A good surgeon will typically work with the same few anesthesiologists. "If they don't know the name, then it's like pot luck," says Evan Levine, a New York cardiologist. Levine likens a surgical team to this year's U.S. Olympic men's basketball team — even if it's made up of skilled stars, that doesn't mean they can work well together. "There are a lot of personalities in the operating room," says Levine. "You want a surgeon and anesthesia person to think alike and to get along and communicate well."

Sculco says he is particular about his anesthesiologist and works with about five doctors regularly, depending on the schedule. But most of the time, he chooses one in particular who is particularly skilled at administering epidural anesthesia. "He's very facile and adept," says Sculco. "There's nothing more frustrating for a surgeon than to be concentrating on what he's doing on the operating field and feeling like the anesthesiologist may not have full control of what's happening."

3. Whom would you go to?

Patients are often referred to a surgeon by their regular doctor or a specialist. Almost without exception, doctors say the best question to ask a doctor is where they would go themselves or send a family member.

When New York oncologist William Grace injured his knee, he went to a friend who was an orthopedic surgeon, who offered to do a surgical repair the next day. "I said, 'Thank you, but if it was your knee, who would be doing you?' " says Grace. He knew the advice was sage when he learned the patients being treated before him were football stars Ahmad Rashad and Phil Simms.
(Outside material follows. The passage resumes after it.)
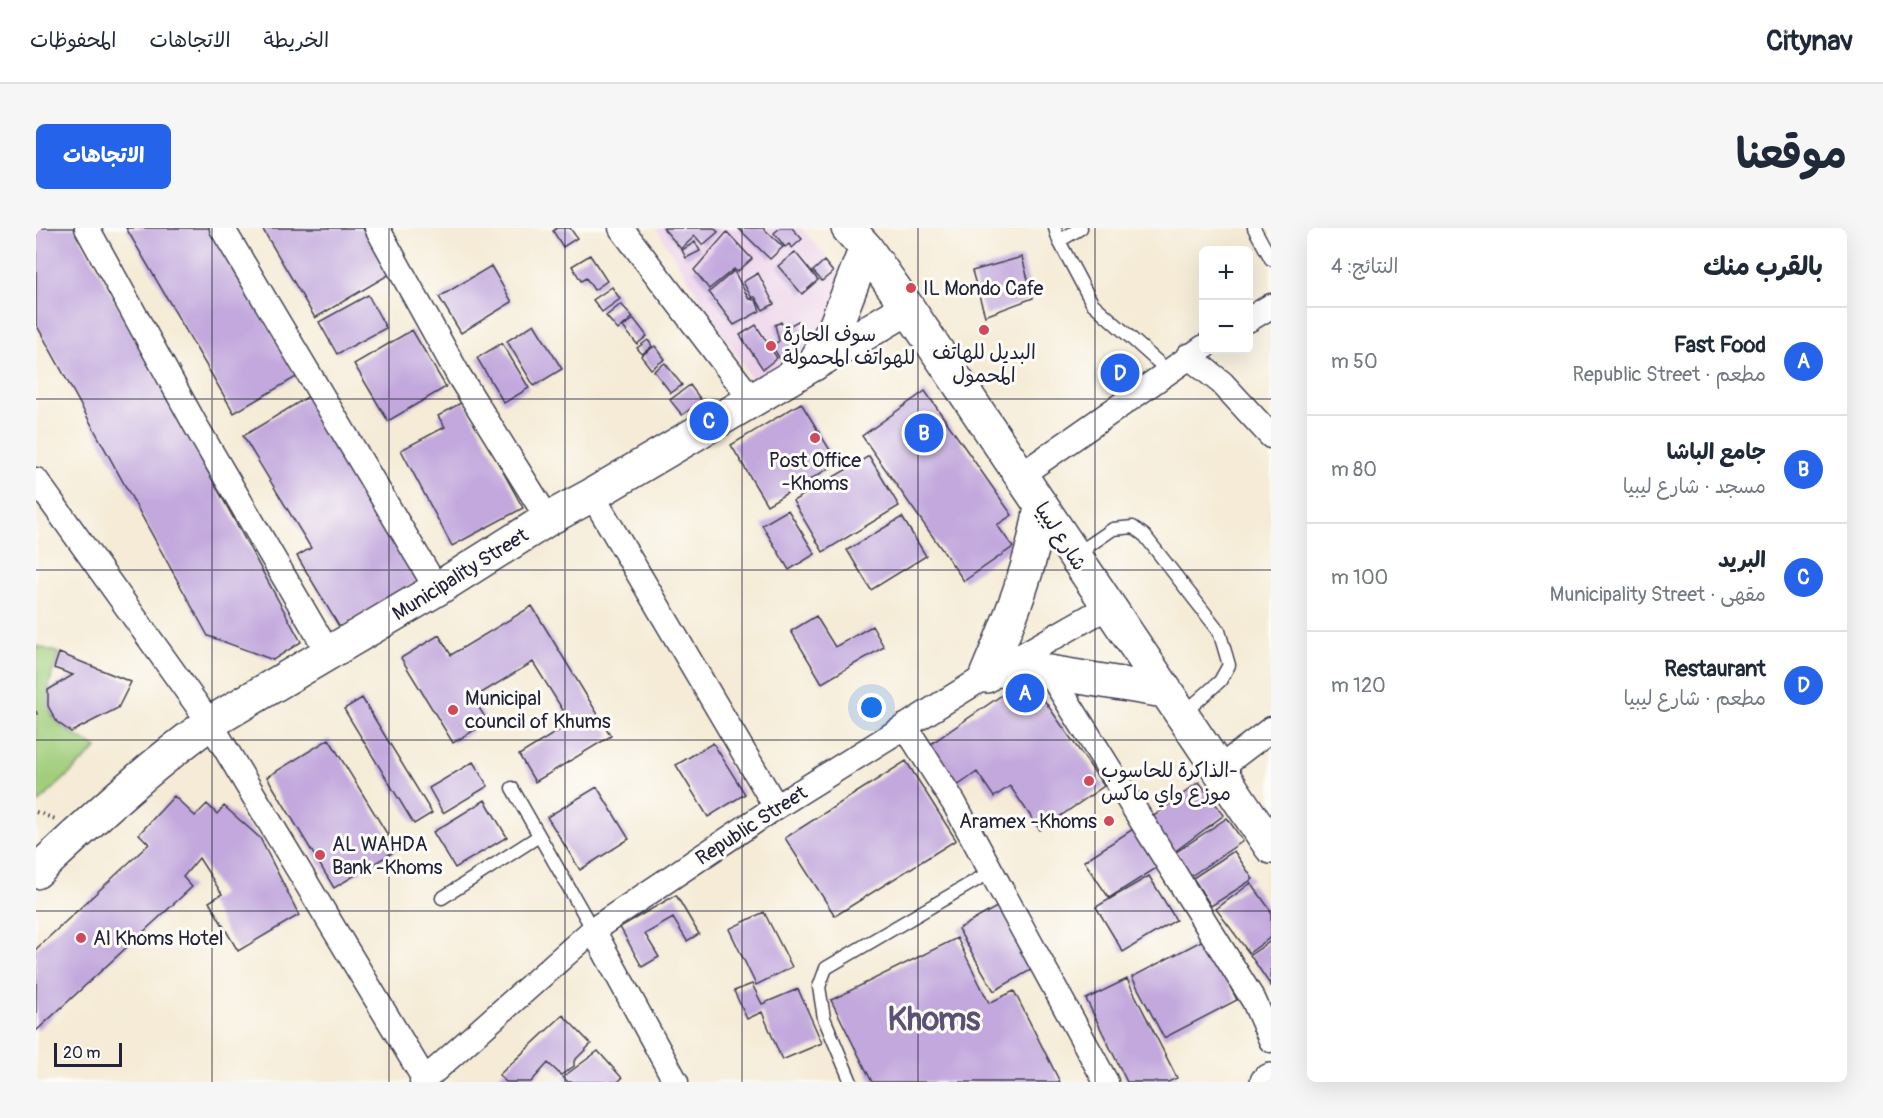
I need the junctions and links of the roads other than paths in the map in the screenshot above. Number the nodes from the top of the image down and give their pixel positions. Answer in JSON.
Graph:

4. Can it be done with a less-invasive procedure?

One of the biggest problems with seeking the advice of a surgeon is that the best surgeons like to do the procedures they are best at. But that means new procedures or less-invasive options may not always be discussed. Patients should also seek the advice of non-surgeons to be sure they should proceed with a recommended surgery.

For instance, surgeons often advise women with fibroids to get hysterectomies. But an interventional radiologist would offer a non-surgical uterine fibroid embolization. For heart problems, a cardiologist might suggest a catheter-based procedure, while a cardiac surgeon might propose a more involved surgery.

Even among surgeons, practices vary. Among back surgeons, some doctors prefer an open-back spinal fusion surgery, while others now routinely perform endoscopic and laparoscopic procedures. Breast-cancer patients may get varying opinions on whether they are candidates for breast-preserving surgery.

But just because a procedure is less-invasive doesn't mean it's better. Often there's far more long-term data on traditional surgery, and even less-invasive treatments carry risks.

5. What's on the horizon?

Medicine moves so quickly that time can be on your side. Patients facing elective surgery should ask about potential new developments that might make it worth waiting. For instance, some patients who are candidates for spinal fusion to treat back pain are instead waiting for the approval of a new artificial disk, which has shown promise in Europe and in clinical trials. And several studies are under way to develop safer and less-invasive methods for repairing abdominal aortic aneurysms, which now typically require risky open surgery.

"Patients should ask if there's something that is going to become available in two or three years that will change the operation," says Sculco. "If you're a specialist, you know what's coming down the pipeline."